To further investigate this theory, we tried to deliberately eliminate the contribution of over/under-deuteromethylated products from the graphs to see whether this would eliminate the secondary profile. Therefore, the LC-MS results had to be re-evaluated in a certain way. The experimental details and results of this side study are presented in Online Resource Section 5.2. In short, by this exercise, the polymodality of the methyl profiles was slightly faded but did not completely disappear. This confirms the observed polymodality which is expected as long as the incorporated blocks are not completely randomized.

This reaction was performed to provide a model for a better understanding of the transglycosylation reaction by monitoring the methyl profile of the products over the reaction time. Accordingly, the change of each n(Me)/AGU was plotted against time for DP5 (the procedure is, of course, applicable to other DPs as well). By fitting the plotted experimental data using the Boltzmann sigmoidal formula (ESM Section 5.3), a realistic curve for each n(Me)/AGU against time was obtained. By combining all these data, a model for evaluation of the methyl profile of transglycosylation products as a function of time was obtained. This model is based on the experimental data and is valid only within the applied time range of the reaction. In other words, extrapolation to longer reaction times is not possible by this model.

It is worth pointing out that from the practical point of view, the reaction time of the performed transglycosylation reactions was long enough to allow considerable mixing of blocks to occur, and also a proper number of samples were taken to monitor the reaction progress. The concept of developing such a model is of significant value for transglycosylation reactions between materials that require much longer reaction times, where it is not practically desirable to take samples every 2 h and analyze them all. In that case, it is enough to perform the reaction once and take a few samples to produce such a model for methyl profile of the products during that particular reaction. Thereafter, based on the obtained model, one can decide the right time to quench the reaction in order to get the desired product.
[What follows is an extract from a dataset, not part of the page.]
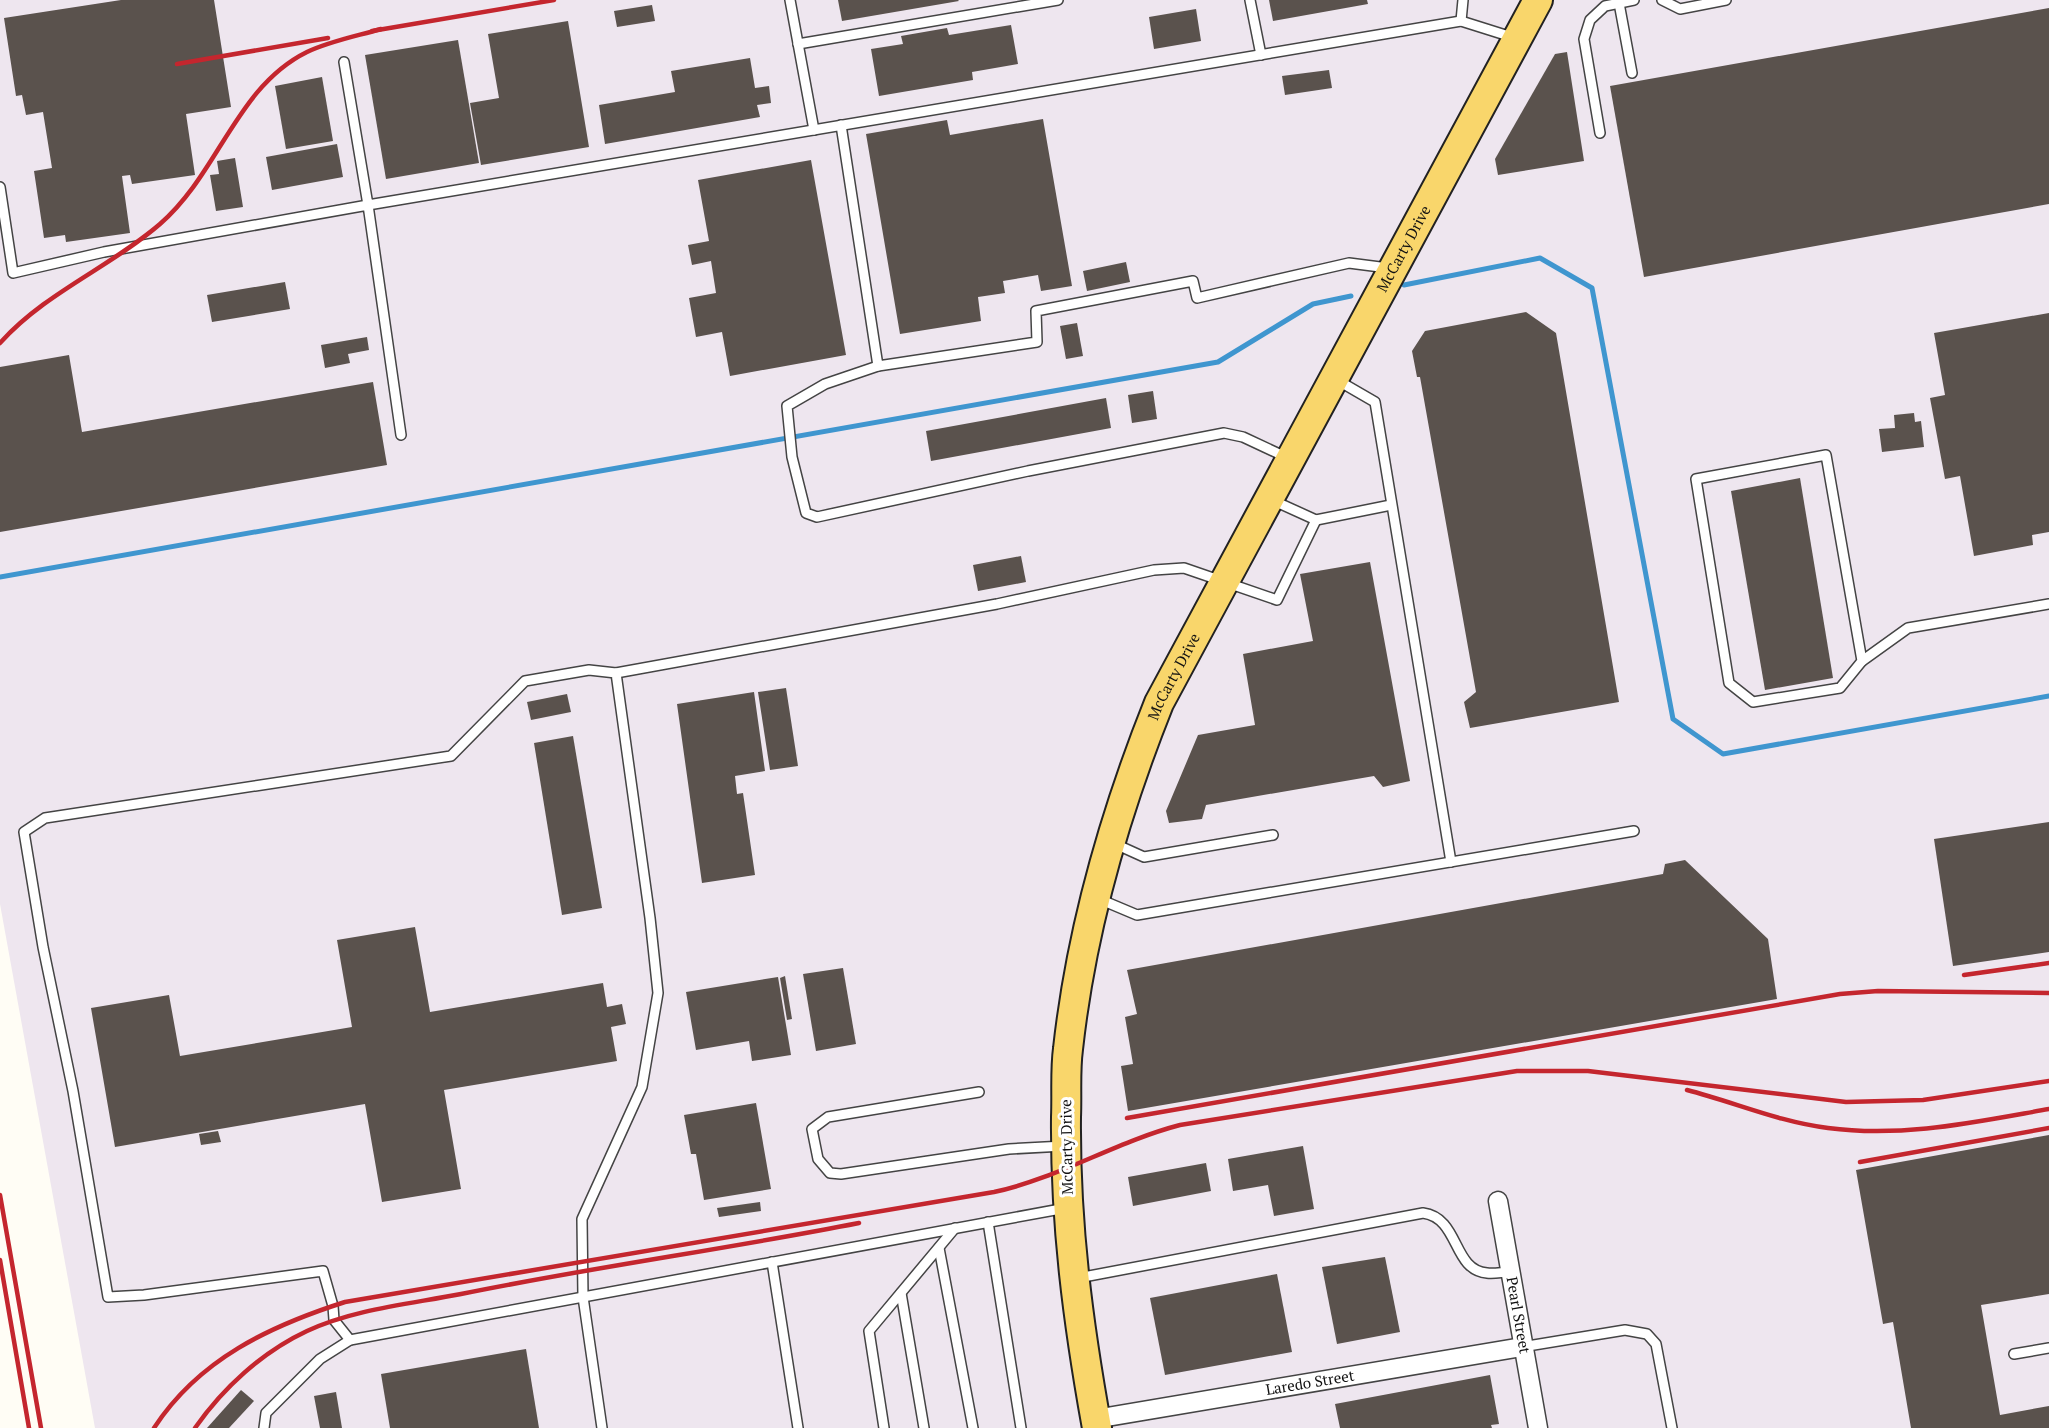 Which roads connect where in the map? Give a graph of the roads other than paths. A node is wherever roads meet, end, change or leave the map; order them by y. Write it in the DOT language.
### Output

Figure 10 illustrates a simulated colored 3D construction of methyl profile of transglycosylation-b products over the reaction time at DP5 level. The same upper graph in two colors is depicted as a guide to show that there are experimental data for the methyl profiles in black at the beginning and every 2 h of the reaction, whereas the blue ones are simulated by the model obtained as explained above for every 30 min in between the experimental data. Production of the model for DP5 is explained in more detail in ESM Section 5.3.

Fig. 10

Simulated methyl profile of the products of transglycosylation-b over the reaction time. The black methyl profiles in the same upper graph show the reaction times at which experimental data are available, whereas the blue ones are simulated by the model

Conclusion

It has been shown that the formation of multi-block glucans by transglycosylation of protected methylcellulose and fully methylated cellulose could be monitored by using the isotopomeric per-Me-d₃ cellulose and filling the OH of the partially methylated domains (after deprotection) with Me and in parallel with Me-d₃ groups. By such sample preparation, on the one hand, glucans with uniform Me and Me-d₃ blocks are formed from which the average block length can be quantified. On the other hand, the perdeuteromethylated products maintain the methyl pattern of the partially methylated domains and allow monitoring of the integration of per-Me-d₃ sequences into these regions. The time course of this integration could be illustrated by fitting the plotted experimental data over (0–10 h) using the Boltzmann sigmoidal formula. ESI-CID-MS³ measurements of the isolated oligoglucans of DP6, obtained by partial hydrolysis of the products, proved that at an average BL of 10, no isolated or short domains of ≤ 4 glucosyl units can be detected. This is important for cooperative interaction of the target cooperative interaction of the target compounds which are presently prepared in our lab.